▶ **Data for analysis**:
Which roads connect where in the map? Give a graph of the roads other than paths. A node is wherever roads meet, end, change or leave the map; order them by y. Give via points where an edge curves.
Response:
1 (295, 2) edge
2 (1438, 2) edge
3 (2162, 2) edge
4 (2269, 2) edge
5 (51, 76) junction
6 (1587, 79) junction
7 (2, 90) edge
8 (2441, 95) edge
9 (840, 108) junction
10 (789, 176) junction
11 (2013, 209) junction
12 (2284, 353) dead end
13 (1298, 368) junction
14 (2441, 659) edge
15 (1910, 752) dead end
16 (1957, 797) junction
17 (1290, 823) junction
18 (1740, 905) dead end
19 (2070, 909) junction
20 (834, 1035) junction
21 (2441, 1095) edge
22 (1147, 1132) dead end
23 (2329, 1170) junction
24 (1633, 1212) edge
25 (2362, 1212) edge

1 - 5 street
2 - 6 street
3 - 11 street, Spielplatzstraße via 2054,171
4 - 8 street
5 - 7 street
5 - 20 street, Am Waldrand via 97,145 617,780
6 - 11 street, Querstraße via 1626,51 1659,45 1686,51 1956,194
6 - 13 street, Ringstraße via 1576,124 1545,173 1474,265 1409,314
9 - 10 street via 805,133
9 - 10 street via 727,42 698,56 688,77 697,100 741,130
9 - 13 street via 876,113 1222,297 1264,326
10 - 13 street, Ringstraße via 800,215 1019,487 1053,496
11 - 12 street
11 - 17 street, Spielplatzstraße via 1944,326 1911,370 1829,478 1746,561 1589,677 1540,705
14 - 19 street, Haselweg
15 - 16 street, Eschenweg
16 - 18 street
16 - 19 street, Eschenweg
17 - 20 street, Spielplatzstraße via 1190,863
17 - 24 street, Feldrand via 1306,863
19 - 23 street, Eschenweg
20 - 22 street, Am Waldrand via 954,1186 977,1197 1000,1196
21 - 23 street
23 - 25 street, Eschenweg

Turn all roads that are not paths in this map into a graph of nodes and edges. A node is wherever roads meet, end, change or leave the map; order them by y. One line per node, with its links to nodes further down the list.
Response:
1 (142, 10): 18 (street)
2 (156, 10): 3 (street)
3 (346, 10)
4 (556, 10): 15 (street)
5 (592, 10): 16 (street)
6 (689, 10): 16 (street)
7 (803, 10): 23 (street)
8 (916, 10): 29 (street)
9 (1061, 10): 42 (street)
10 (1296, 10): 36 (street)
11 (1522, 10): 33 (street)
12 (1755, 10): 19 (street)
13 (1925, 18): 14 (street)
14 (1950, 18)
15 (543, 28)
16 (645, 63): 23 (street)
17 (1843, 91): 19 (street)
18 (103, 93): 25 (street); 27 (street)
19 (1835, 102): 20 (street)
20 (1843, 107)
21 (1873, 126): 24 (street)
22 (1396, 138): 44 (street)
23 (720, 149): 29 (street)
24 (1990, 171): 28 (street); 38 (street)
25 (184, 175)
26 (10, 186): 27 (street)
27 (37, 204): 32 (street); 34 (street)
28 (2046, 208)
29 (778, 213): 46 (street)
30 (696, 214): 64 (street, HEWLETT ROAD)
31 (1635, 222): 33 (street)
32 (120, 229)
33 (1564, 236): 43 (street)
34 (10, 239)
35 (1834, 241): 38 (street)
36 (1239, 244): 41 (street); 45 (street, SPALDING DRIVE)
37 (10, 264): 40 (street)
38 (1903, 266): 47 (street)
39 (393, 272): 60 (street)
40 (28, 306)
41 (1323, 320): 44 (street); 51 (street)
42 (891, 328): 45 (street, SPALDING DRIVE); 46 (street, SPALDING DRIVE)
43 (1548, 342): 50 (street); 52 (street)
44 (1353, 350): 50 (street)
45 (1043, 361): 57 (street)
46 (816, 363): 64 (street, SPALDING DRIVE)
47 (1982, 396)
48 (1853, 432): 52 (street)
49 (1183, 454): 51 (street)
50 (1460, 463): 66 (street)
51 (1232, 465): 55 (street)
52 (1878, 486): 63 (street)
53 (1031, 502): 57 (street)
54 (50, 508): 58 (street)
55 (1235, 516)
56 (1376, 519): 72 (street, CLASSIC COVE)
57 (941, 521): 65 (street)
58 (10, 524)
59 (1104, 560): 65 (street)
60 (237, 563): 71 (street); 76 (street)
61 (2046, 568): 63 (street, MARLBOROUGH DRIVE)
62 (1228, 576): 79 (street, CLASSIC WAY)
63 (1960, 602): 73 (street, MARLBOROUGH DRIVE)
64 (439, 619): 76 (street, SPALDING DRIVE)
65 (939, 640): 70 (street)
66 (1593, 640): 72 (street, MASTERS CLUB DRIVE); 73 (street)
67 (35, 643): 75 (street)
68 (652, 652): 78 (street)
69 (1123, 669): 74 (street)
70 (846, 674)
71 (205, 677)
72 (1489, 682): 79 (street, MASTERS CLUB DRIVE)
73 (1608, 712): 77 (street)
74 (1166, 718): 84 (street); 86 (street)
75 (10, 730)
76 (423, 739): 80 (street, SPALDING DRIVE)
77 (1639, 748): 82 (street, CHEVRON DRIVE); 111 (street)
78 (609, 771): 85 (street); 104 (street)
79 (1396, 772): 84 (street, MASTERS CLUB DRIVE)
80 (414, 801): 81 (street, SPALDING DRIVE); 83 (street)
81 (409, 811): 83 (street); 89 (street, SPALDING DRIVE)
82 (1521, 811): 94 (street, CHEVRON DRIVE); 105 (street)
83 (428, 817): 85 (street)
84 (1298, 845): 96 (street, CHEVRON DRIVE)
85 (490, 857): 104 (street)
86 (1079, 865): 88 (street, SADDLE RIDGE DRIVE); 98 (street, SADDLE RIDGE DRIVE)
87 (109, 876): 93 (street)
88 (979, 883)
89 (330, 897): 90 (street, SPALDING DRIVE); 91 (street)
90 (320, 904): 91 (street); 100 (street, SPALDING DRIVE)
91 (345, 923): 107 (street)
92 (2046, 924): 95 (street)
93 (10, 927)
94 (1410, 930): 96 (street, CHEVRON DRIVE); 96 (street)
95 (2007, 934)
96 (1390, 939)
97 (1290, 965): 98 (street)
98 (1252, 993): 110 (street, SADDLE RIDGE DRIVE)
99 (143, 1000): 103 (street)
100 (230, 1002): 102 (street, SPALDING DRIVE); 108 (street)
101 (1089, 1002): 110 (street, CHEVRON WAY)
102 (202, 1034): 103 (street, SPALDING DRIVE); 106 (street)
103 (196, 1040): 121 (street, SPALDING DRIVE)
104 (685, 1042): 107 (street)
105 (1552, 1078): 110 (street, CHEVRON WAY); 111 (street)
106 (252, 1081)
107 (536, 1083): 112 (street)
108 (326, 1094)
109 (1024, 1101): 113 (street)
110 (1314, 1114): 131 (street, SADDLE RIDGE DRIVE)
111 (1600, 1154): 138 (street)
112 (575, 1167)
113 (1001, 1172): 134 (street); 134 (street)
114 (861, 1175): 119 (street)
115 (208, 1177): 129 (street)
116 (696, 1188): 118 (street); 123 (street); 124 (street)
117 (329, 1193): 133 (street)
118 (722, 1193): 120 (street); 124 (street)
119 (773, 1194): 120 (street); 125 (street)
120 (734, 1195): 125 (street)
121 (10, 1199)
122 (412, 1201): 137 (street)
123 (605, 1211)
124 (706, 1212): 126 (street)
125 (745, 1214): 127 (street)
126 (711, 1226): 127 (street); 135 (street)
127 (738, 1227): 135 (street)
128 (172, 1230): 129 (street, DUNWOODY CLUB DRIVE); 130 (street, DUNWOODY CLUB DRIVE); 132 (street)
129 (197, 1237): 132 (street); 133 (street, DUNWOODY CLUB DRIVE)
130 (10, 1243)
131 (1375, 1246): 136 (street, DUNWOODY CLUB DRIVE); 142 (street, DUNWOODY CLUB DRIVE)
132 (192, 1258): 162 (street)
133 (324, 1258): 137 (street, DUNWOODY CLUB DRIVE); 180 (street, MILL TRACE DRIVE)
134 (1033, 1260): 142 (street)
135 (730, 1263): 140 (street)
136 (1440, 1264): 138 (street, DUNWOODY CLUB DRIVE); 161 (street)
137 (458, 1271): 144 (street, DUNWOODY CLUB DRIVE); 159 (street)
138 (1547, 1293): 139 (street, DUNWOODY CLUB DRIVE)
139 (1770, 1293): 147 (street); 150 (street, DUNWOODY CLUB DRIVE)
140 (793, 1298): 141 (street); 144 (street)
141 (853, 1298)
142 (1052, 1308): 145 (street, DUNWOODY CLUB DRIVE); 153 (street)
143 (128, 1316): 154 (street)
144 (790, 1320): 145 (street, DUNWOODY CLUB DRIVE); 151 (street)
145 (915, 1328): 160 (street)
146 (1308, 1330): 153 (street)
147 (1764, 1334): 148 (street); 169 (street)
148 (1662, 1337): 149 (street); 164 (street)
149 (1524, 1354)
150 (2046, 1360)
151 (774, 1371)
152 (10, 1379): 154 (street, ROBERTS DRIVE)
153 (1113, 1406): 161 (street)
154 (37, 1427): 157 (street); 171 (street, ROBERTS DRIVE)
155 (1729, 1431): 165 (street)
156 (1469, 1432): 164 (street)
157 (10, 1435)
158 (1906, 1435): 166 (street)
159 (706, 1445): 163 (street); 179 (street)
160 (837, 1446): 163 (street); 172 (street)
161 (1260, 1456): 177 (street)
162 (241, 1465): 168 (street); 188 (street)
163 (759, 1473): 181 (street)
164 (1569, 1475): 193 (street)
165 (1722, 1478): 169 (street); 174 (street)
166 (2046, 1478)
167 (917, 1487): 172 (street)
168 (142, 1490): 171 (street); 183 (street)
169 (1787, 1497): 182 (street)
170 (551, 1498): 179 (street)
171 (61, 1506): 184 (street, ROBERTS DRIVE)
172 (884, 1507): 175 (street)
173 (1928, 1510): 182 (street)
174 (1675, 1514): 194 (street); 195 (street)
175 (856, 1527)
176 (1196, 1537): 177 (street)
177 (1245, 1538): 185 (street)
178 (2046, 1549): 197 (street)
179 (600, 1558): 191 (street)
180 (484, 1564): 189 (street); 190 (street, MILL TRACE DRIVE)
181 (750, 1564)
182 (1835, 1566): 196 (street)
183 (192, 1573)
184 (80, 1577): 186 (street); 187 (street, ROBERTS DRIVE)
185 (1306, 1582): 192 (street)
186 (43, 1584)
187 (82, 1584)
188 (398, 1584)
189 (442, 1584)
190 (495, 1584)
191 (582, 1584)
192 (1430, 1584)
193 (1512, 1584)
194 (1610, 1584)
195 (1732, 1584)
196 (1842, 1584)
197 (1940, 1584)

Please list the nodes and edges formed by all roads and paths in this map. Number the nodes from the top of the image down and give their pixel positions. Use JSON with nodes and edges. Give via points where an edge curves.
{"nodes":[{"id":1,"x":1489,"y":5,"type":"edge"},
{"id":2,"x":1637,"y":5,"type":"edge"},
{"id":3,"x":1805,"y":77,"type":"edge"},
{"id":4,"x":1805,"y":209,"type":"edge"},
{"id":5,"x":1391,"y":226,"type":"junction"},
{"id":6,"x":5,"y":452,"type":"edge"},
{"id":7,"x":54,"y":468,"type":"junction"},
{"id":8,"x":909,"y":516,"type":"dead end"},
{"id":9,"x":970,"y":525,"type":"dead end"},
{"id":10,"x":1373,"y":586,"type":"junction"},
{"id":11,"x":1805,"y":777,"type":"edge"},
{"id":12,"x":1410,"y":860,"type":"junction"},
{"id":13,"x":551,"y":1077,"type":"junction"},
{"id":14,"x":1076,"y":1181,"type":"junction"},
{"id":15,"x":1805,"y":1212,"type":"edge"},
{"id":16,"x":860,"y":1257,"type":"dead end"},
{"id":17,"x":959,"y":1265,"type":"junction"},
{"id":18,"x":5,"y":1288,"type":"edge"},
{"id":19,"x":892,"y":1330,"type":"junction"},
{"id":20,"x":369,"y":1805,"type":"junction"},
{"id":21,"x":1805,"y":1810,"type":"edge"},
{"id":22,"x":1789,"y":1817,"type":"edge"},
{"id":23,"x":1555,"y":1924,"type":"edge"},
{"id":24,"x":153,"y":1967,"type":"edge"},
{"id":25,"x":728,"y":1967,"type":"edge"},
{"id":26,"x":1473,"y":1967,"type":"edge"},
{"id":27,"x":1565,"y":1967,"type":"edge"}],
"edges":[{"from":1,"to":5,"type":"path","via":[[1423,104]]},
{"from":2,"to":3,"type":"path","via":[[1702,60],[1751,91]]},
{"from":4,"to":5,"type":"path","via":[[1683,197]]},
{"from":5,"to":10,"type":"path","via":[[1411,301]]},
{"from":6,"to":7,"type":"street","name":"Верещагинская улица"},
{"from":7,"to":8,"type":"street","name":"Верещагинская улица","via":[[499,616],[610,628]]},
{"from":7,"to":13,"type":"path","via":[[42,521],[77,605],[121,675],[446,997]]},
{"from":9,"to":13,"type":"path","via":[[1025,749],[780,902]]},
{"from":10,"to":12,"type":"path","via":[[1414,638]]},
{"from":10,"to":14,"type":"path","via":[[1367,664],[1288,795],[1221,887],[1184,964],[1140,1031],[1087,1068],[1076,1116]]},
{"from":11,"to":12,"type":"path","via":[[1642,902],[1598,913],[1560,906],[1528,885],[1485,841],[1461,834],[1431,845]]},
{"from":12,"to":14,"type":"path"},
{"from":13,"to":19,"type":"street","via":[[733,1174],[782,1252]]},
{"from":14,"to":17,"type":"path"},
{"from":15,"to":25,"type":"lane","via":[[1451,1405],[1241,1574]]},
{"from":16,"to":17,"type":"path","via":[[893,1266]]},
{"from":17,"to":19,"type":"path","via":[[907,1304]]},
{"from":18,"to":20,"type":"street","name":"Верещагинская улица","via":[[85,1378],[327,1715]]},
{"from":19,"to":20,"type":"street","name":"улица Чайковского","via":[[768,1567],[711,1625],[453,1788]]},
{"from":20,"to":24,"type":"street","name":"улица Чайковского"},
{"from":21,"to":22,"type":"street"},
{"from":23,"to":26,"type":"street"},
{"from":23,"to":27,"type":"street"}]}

▶ **How to complete this task**: Each line from the top of the material above through the line containing "Turn all roads" must be output exactly, and no other line.

▶ **Written solution**:
Which roads connect where in the map? Give a graph of the roads other than paths. A node is wherever roads meet, end, change or leave the map; order them by y. Give via points where an edge curves.
Response:
1 (295, 2) edge
2 (1438, 2) edge
3 (2162, 2) edge
4 (2269, 2) edge
5 (51, 76) junction
6 (1587, 79) junction
7 (2, 90) edge
8 (2441, 95) edge
9 (840, 108) junction
10 (789, 176) junction
11 (2013, 209) junction
12 (2284, 353) dead end
13 (1298, 368) junction
14 (2441, 659) edge
15 (1910, 752) dead end
16 (1957, 797) junction
17 (1290, 823) junction
18 (1740, 905) dead end
19 (2070, 909) junction
20 (834, 1035) junction
21 (2441, 1095) edge
22 (1147, 1132) dead end
23 (2329, 1170) junction
24 (1633, 1212) edge
25 (2362, 1212) edge

1 - 5 street
2 - 6 street
3 - 11 street, Spielplatzstraße via 2054,171
4 - 8 street
5 - 7 street
5 - 20 street, Am Waldrand via 97,145 617,780
6 - 11 street, Querstraße via 1626,51 1659,45 1686,51 1956,194
6 - 13 street, Ringstraße via 1576,124 1545,173 1474,265 1409,314
9 - 10 street via 805,133
9 - 10 street via 727,42 698,56 688,77 697,100 741,130
9 - 13 street via 876,113 1222,297 1264,326
10 - 13 street, Ringstraße via 800,215 1019,487 1053,496
11 - 12 street
11 - 17 street, Spielplatzstraße via 1944,326 1911,370 1829,478 1746,561 1589,677 1540,705
14 - 19 street, Haselweg
15 - 16 street, Eschenweg
16 - 18 street
16 - 19 street, Eschenweg
17 - 20 street, Spielplatzstraße via 1190,863
17 - 24 street, Feldrand via 1306,863
19 - 23 street, Eschenweg
20 - 22 street, Am Waldrand via 954,1186 977,1197 1000,1196
21 - 23 street
23 - 25 street, Eschenweg

Turn all roads that are not paths in this map into a graph of nodes and edges. A node is wherever roads meet, end, change or leave the map; order them by y. One line per node, with its links to nodes further down the list.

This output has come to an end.